BEGIN Extracted material

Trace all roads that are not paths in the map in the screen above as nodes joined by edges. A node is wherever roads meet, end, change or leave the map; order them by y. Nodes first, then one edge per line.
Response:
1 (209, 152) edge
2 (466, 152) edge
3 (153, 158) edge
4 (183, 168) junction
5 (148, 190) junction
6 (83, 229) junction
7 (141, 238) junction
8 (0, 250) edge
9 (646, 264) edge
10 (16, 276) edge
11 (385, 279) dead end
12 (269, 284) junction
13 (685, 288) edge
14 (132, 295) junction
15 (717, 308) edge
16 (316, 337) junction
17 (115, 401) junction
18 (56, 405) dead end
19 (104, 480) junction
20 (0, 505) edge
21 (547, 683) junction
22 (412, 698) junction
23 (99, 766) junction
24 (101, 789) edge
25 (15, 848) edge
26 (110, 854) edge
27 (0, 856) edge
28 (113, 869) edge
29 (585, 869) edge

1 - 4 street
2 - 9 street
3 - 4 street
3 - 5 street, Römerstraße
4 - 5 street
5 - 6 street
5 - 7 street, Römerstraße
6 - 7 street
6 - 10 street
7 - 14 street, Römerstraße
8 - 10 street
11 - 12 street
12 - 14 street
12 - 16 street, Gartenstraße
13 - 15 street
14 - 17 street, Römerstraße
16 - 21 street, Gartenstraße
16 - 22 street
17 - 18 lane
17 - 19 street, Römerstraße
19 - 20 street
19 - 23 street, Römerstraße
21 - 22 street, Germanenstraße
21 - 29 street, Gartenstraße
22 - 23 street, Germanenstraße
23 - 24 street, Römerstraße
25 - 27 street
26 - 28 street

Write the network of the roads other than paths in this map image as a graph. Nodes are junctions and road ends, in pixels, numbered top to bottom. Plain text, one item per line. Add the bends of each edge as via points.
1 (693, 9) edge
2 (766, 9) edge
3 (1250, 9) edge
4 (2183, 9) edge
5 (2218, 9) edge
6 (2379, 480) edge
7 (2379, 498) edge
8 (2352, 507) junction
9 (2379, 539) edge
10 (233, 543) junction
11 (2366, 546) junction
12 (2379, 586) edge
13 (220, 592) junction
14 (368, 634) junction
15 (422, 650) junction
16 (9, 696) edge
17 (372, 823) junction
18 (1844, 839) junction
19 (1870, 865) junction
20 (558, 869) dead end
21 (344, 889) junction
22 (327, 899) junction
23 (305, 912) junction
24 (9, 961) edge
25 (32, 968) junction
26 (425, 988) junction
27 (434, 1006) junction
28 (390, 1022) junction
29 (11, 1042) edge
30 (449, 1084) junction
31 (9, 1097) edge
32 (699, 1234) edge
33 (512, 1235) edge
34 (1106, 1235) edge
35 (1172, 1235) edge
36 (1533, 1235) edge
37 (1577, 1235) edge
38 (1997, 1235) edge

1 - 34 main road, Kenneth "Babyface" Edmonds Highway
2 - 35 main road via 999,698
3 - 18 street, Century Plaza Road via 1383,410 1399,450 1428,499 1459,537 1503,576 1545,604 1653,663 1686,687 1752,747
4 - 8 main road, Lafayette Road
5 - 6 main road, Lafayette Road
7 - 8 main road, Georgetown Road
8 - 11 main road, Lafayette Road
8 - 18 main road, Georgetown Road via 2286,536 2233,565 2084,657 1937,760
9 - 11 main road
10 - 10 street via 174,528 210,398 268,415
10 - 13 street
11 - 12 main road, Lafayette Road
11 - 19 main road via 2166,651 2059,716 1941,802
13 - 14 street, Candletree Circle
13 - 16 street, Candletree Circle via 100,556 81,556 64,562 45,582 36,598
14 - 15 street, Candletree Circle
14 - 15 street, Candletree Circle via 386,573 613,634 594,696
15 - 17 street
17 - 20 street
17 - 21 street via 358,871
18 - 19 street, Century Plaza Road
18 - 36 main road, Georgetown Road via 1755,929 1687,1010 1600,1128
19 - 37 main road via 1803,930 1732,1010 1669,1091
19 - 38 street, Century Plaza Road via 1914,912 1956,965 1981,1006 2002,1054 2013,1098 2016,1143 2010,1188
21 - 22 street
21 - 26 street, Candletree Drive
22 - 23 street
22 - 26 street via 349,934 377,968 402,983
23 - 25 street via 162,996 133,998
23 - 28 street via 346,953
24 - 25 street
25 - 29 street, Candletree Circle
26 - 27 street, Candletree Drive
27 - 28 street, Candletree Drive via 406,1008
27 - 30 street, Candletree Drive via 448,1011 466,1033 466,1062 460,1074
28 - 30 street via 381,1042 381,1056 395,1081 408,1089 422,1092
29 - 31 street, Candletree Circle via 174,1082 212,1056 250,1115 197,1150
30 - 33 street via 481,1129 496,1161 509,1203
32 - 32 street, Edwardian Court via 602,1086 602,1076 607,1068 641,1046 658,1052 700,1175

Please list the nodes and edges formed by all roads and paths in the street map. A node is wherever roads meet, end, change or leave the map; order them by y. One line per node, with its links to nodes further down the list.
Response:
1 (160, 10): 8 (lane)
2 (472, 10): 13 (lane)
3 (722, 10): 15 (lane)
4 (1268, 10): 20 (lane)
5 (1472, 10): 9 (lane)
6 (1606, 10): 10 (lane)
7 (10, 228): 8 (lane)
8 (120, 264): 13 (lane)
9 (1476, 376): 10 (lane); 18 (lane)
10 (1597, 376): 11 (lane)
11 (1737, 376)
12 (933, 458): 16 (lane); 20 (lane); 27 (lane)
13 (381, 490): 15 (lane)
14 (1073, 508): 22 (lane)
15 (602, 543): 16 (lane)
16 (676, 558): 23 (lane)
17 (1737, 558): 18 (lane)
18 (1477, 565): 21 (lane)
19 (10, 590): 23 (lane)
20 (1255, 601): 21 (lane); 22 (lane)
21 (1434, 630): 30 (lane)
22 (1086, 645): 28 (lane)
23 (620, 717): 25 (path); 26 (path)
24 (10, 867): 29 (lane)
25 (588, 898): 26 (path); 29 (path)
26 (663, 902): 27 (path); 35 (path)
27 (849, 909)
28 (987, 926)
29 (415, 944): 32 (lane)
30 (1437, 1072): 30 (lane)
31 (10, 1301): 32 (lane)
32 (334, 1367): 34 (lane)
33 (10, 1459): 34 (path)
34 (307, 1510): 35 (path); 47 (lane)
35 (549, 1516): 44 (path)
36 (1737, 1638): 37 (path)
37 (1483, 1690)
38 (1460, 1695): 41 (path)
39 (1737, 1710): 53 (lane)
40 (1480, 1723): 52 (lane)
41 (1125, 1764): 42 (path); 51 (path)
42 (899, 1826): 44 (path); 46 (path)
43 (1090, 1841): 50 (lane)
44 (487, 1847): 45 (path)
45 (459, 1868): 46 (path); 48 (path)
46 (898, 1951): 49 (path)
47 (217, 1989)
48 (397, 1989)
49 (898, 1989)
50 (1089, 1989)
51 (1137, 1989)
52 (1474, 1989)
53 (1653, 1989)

END Extracted material

**What you need to do**
Within the listing above, find every line containing the string "Circle" and return it.

**Result of this exercise**
13 - 14 street, Candletree Circle
13 - 16 street, Candletree Circle via 100,556 81,556 64,562 45,582 36,598
14 - 15 street, Candletree Circle
14 - 15 street, Candletree Circle via 386,573 613,634 594,696
25 - 29 street, Candletree Circle
29 - 31 street, Candletree Circle via 174,1082 212,1056 250,1115 197,1150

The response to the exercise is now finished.